TASK GOAL
Could you copy the records below exactly, leaving out any pictures they include?

WORKING DATA

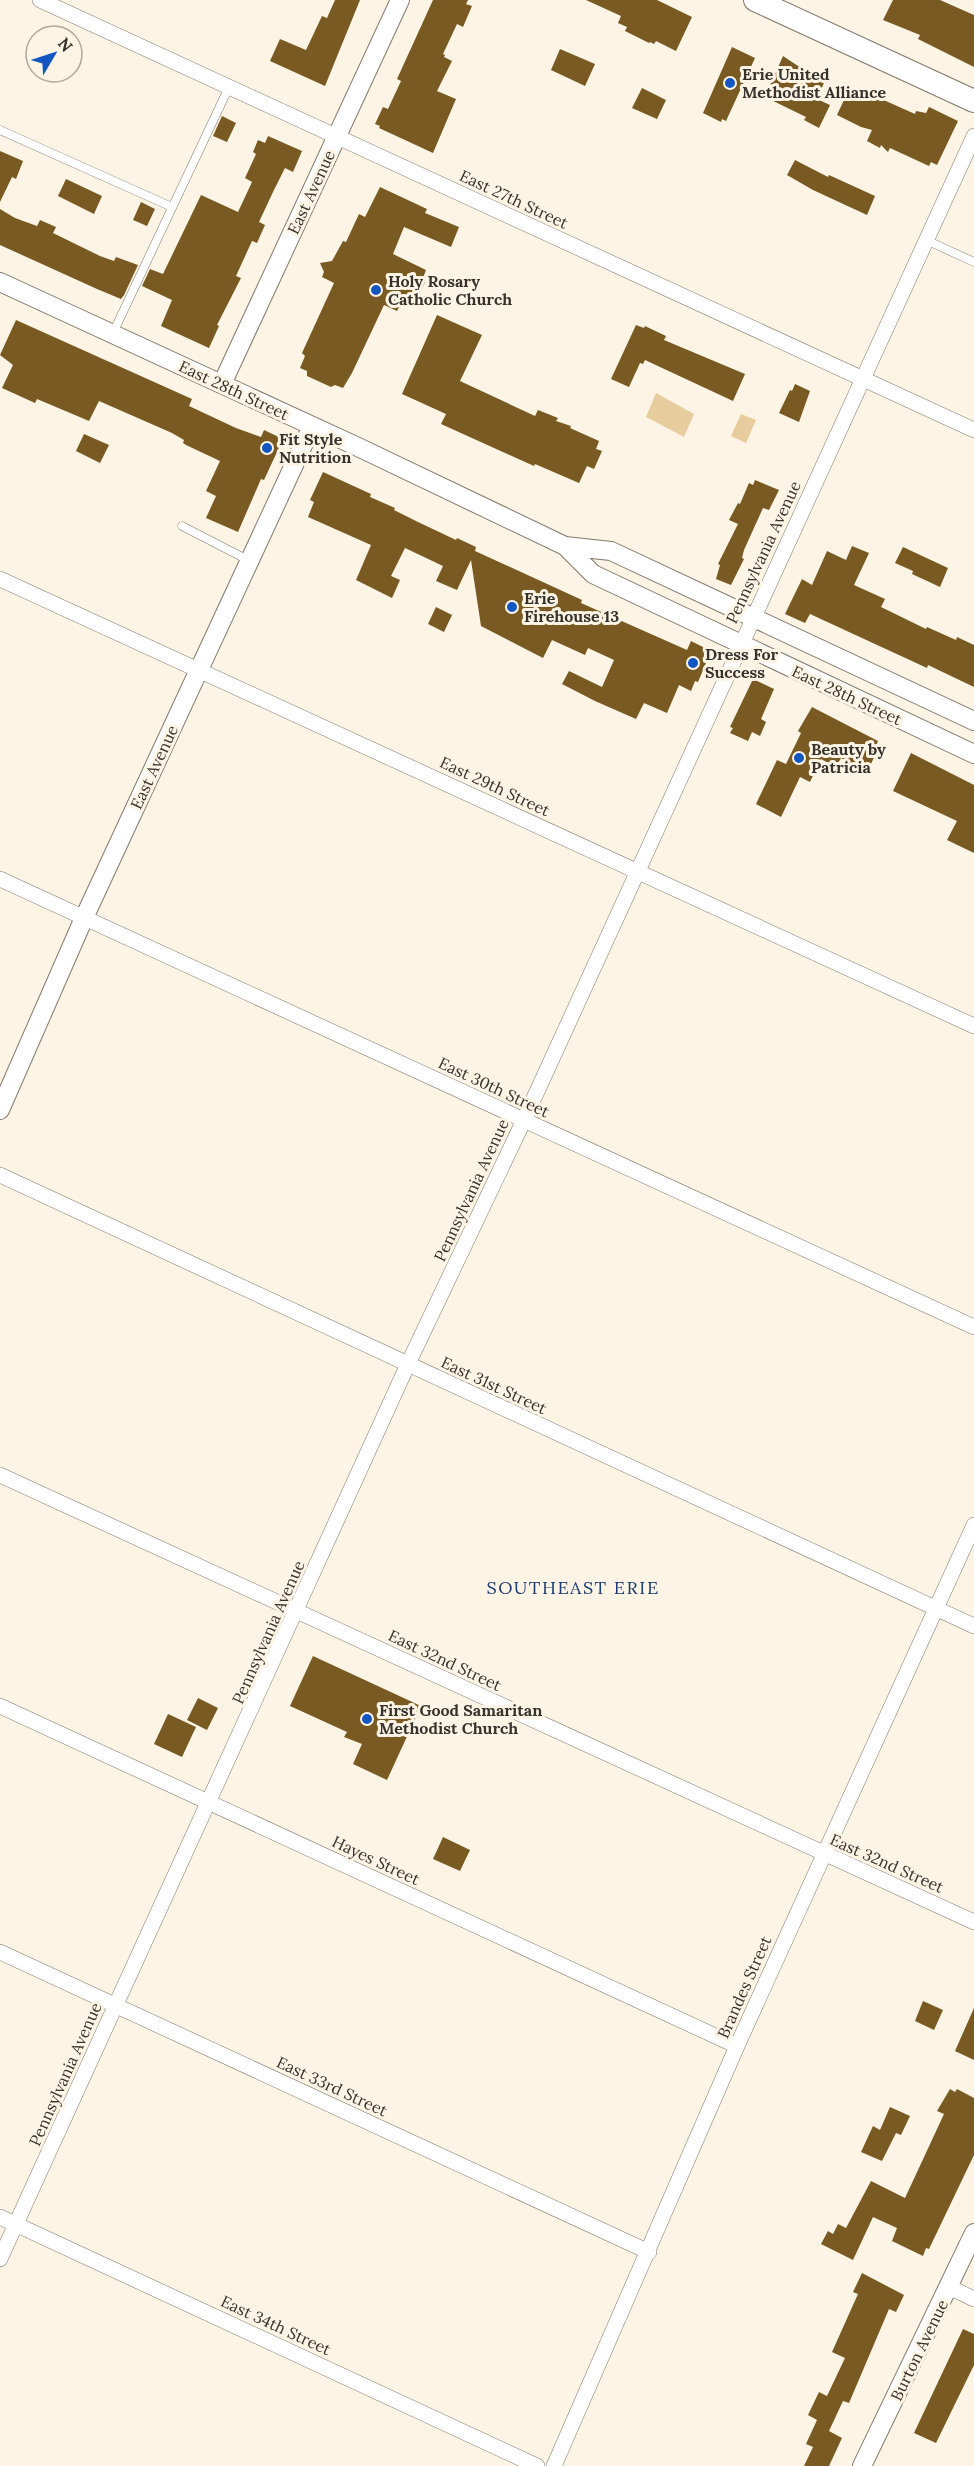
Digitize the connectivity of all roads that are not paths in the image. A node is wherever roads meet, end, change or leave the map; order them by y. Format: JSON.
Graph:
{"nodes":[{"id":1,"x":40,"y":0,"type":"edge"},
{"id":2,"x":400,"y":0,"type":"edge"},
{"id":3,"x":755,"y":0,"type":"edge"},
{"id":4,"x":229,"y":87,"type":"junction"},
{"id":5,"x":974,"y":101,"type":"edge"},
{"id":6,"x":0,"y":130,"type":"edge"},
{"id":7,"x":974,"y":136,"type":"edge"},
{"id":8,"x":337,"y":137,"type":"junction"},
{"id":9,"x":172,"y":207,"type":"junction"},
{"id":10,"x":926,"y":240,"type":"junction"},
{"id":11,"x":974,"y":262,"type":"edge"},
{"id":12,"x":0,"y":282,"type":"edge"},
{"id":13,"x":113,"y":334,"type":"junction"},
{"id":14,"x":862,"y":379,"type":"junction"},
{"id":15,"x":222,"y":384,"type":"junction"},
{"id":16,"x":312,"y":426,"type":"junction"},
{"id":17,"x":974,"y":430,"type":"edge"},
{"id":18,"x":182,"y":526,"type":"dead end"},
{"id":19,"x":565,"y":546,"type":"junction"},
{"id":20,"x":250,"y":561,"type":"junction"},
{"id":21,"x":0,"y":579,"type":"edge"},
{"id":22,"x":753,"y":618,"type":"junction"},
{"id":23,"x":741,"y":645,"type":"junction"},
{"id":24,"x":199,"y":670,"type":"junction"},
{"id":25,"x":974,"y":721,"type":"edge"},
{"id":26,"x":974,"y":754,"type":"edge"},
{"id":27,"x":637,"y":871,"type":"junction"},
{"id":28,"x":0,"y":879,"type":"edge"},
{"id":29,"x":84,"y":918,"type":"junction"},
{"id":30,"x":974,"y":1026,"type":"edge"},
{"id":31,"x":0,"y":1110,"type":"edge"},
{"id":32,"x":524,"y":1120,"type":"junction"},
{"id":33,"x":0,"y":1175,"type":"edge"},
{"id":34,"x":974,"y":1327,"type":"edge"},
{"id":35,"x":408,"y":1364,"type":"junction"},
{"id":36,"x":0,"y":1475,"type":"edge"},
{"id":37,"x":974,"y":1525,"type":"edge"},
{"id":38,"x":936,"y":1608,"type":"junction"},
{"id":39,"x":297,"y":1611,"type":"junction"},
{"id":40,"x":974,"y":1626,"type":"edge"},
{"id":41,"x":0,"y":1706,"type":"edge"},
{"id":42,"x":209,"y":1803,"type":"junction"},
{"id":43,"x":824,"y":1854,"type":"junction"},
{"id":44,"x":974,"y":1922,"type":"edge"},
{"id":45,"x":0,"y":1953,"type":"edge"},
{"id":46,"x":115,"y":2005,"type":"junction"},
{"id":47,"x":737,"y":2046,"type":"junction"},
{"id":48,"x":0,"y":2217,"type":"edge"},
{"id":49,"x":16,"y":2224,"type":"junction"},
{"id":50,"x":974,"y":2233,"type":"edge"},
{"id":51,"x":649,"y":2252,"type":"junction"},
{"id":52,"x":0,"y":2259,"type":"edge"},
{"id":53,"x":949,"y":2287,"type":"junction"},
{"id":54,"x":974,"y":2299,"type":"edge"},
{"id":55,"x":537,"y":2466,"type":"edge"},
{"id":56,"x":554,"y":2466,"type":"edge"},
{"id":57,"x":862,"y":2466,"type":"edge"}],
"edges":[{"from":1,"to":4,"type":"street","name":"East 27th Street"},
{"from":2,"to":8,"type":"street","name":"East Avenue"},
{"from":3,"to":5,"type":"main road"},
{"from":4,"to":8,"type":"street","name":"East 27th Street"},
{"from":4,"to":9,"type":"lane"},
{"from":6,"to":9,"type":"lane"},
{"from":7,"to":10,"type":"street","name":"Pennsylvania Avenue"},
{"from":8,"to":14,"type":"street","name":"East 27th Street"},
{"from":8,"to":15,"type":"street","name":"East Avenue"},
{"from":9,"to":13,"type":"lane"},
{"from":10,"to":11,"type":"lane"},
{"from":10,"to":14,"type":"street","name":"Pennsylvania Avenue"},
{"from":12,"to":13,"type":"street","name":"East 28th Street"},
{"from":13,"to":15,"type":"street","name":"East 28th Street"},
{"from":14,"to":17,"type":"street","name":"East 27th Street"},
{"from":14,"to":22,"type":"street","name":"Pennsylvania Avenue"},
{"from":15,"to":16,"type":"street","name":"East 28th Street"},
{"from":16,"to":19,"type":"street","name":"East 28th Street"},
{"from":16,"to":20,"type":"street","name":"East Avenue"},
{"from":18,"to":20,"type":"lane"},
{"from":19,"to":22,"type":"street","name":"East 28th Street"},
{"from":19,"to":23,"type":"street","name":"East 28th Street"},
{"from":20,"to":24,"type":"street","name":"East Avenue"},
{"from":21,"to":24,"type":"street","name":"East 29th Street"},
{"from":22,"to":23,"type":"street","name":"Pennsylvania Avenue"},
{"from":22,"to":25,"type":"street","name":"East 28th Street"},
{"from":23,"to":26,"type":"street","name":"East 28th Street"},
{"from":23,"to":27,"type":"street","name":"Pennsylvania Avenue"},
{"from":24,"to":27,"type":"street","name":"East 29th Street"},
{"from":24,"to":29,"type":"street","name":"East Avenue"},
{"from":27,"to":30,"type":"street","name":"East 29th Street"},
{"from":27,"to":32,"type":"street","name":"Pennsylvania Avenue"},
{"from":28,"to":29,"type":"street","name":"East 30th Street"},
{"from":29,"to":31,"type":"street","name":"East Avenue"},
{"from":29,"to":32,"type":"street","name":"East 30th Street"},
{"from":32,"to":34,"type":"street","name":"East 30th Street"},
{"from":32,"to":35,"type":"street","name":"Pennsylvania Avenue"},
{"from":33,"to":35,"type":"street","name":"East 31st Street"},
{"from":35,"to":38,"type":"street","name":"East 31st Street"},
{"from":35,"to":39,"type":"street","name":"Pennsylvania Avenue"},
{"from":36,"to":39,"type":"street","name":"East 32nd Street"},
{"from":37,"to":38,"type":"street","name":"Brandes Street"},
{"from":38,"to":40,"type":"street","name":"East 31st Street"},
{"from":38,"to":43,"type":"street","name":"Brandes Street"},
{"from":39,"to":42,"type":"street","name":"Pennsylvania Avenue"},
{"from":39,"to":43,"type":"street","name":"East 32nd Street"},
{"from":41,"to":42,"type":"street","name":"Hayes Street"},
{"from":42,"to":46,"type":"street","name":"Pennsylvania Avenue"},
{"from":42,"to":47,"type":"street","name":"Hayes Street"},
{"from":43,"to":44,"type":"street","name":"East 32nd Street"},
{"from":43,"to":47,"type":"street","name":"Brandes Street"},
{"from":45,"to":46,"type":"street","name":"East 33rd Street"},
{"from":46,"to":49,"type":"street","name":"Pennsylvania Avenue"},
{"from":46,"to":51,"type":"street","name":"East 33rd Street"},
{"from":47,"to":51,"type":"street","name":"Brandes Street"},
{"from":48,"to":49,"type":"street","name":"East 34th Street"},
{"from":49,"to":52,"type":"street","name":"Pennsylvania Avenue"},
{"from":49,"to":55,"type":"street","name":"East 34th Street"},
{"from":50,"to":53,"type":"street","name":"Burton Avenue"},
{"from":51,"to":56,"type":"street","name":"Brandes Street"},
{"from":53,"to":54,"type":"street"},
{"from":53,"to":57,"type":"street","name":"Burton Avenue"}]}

EXPECTED ANSWER
Digitize the connectivity of all roads that are not paths in the image. A node is wherever roads meet, end, change or leave the map; order them by y. Format: JSON.
Graph:
{"nodes":[{"id":1,"x":40,"y":0,"type":"edge"},
{"id":2,"x":400,"y":0,"type":"edge"},
{"id":3,"x":755,"y":0,"type":"edge"},
{"id":4,"x":229,"y":87,"type":"junction"},
{"id":5,"x":974,"y":101,"type":"edge"},
{"id":6,"x":0,"y":130,"type":"edge"},
{"id":7,"x":974,"y":136,"type":"edge"},
{"id":8,"x":337,"y":137,"type":"junction"},
{"id":9,"x":172,"y":207,"type":"junction"},
{"id":10,"x":926,"y":240,"type":"junction"},
{"id":11,"x":974,"y":262,"type":"edge"},
{"id":12,"x":0,"y":282,"type":"edge"},
{"id":13,"x":113,"y":334,"type":"junction"},
{"id":14,"x":862,"y":379,"type":"junction"},
{"id":15,"x":222,"y":384,"type":"junction"},
{"id":16,"x":312,"y":426,"type":"junction"},
{"id":17,"x":974,"y":430,"type":"edge"},
{"id":18,"x":182,"y":526,"type":"dead end"},
{"id":19,"x":565,"y":546,"type":"junction"},
{"id":20,"x":250,"y":561,"type":"junction"},
{"id":21,"x":0,"y":579,"type":"edge"},
{"id":22,"x":753,"y":618,"type":"junction"},
{"id":23,"x":741,"y":645,"type":"junction"},
{"id":24,"x":199,"y":670,"type":"junction"},
{"id":25,"x":974,"y":721,"type":"edge"},
{"id":26,"x":974,"y":754,"type":"edge"},
{"id":27,"x":637,"y":871,"type":"junction"},
{"id":28,"x":0,"y":879,"type":"edge"},
{"id":29,"x":84,"y":918,"type":"junction"},
{"id":30,"x":974,"y":1026,"type":"edge"},
{"id":31,"x":0,"y":1110,"type":"edge"},
{"id":32,"x":524,"y":1120,"type":"junction"},
{"id":33,"x":0,"y":1175,"type":"edge"},
{"id":34,"x":974,"y":1327,"type":"edge"},
{"id":35,"x":408,"y":1364,"type":"junction"},
{"id":36,"x":0,"y":1475,"type":"edge"},
{"id":37,"x":974,"y":1525,"type":"edge"},
{"id":38,"x":936,"y":1608,"type":"junction"},
{"id":39,"x":297,"y":1611,"type":"junction"},
{"id":40,"x":974,"y":1626,"type":"edge"},
{"id":41,"x":0,"y":1706,"type":"edge"},
{"id":42,"x":209,"y":1803,"type":"junction"},
{"id":43,"x":824,"y":1854,"type":"junction"},
{"id":44,"x":974,"y":1922,"type":"edge"},
{"id":45,"x":0,"y":1953,"type":"edge"},
{"id":46,"x":115,"y":2005,"type":"junction"},
{"id":47,"x":737,"y":2046,"type":"junction"},
{"id":48,"x":0,"y":2217,"type":"edge"},
{"id":49,"x":16,"y":2224,"type":"junction"},
{"id":50,"x":974,"y":2233,"type":"edge"},
{"id":51,"x":649,"y":2252,"type":"junction"},
{"id":52,"x":0,"y":2259,"type":"edge"},
{"id":53,"x":949,"y":2287,"type":"junction"},
{"id":54,"x":974,"y":2299,"type":"edge"},
{"id":55,"x":537,"y":2466,"type":"edge"},
{"id":56,"x":554,"y":2466,"type":"edge"},
{"id":57,"x":862,"y":2466,"type":"edge"}],
"edges":[{"from":1,"to":4,"type":"street","name":"East 27th Street"},
{"from":2,"to":8,"type":"street","name":"East Avenue"},
{"from":3,"to":5,"type":"main road"},
{"from":4,"to":8,"type":"street","name":"East 27th Street"},
{"from":4,"to":9,"type":"lane"},
{"from":6,"to":9,"type":"lane"},
{"from":7,"to":10,"type":"street","name":"Pennsylvania Avenue"},
{"from":8,"to":14,"type":"street","name":"East 27th Street"},
{"from":8,"to":15,"type":"street","name":"East Avenue"},
{"from":9,"to":13,"type":"lane"},
{"from":10,"to":11,"type":"lane"},
{"from":10,"to":14,"type":"street","name":"Pennsylvania Avenue"},
{"from":12,"to":13,"type":"street","name":"East 28th Street"},
{"from":13,"to":15,"type":"street","name":"East 28th Street"},
{"from":14,"to":17,"type":"street","name":"East 27th Street"},
{"from":14,"to":22,"type":"street","name":"Pennsylvania Avenue"},
{"from":15,"to":16,"type":"street","name":"East 28th Street"},
{"from":16,"to":19,"type":"street","name":"East 28th Street"},
{"from":16,"to":20,"type":"street","name":"East Avenue"},
{"from":18,"to":20,"type":"lane"},
{"from":19,"to":22,"type":"street","name":"East 28th Street"},
{"from":19,"to":23,"type":"street","name":"East 28th Street"},
{"from":20,"to":24,"type":"street","name":"East Avenue"},
{"from":21,"to":24,"type":"street","name":"East 29th Street"},
{"from":22,"to":23,"type":"street","name":"Pennsylvania Avenue"},
{"from":22,"to":25,"type":"street","name":"East 28th Street"},
{"from":23,"to":26,"type":"street","name":"East 28th Street"},
{"from":23,"to":27,"type":"street","name":"Pennsylvania Avenue"},
{"from":24,"to":27,"type":"street","name":"East 29th Street"},
{"from":24,"to":29,"type":"street","name":"East Avenue"},
{"from":27,"to":30,"type":"street","name":"East 29th Street"},
{"from":27,"to":32,"type":"street","name":"Pennsylvania Avenue"},
{"from":28,"to":29,"type":"street","name":"East 30th Street"},
{"from":29,"to":31,"type":"street","name":"East Avenue"},
{"from":29,"to":32,"type":"street","name":"East 30th Street"},
{"from":32,"to":34,"type":"street","name":"East 30th Street"},
{"from":32,"to":35,"type":"street","name":"Pennsylvania Avenue"},
{"from":33,"to":35,"type":"street","name":"East 31st Street"},
{"from":35,"to":38,"type":"street","name":"East 31st Street"},
{"from":35,"to":39,"type":"street","name":"Pennsylvania Avenue"},
{"from":36,"to":39,"type":"street","name":"East 32nd Street"},
{"from":37,"to":38,"type":"street","name":"Brandes Street"},
{"from":38,"to":40,"type":"street","name":"East 31st Street"},
{"from":38,"to":43,"type":"street","name":"Brandes Street"},
{"from":39,"to":42,"type":"street","name":"Pennsylvania Avenue"},
{"from":39,"to":43,"type":"street","name":"East 32nd Street"},
{"from":41,"to":42,"type":"street","name":"Hayes Street"},
{"from":42,"to":46,"type":"street","name":"Pennsylvania Avenue"},
{"from":42,"to":47,"type":"street","name":"Hayes Street"},
{"from":43,"to":44,"type":"street","name":"East 32nd Street"},
{"from":43,"to":47,"type":"street","name":"Brandes Street"},
{"from":45,"to":46,"type":"street","name":"East 33rd Street"},
{"from":46,"to":49,"type":"street","name":"Pennsylvania Avenue"},
{"from":46,"to":51,"type":"street","name":"East 33rd Street"},
{"from":47,"to":51,"type":"street","name":"Brandes Street"},
{"from":48,"to":49,"type":"street","name":"East 34th Street"},
{"from":49,"to":52,"type":"street","name":"Pennsylvania Avenue"},
{"from":49,"to":55,"type":"street","name":"East 34th Street"},
{"from":50,"to":53,"type":"street","name":"Burton Avenue"},
{"from":51,"to":56,"type":"street","name":"Brandes Street"},
{"from":53,"to":54,"type":"street"},
{"from":53,"to":57,"type":"street","name":"Burton Avenue"}]}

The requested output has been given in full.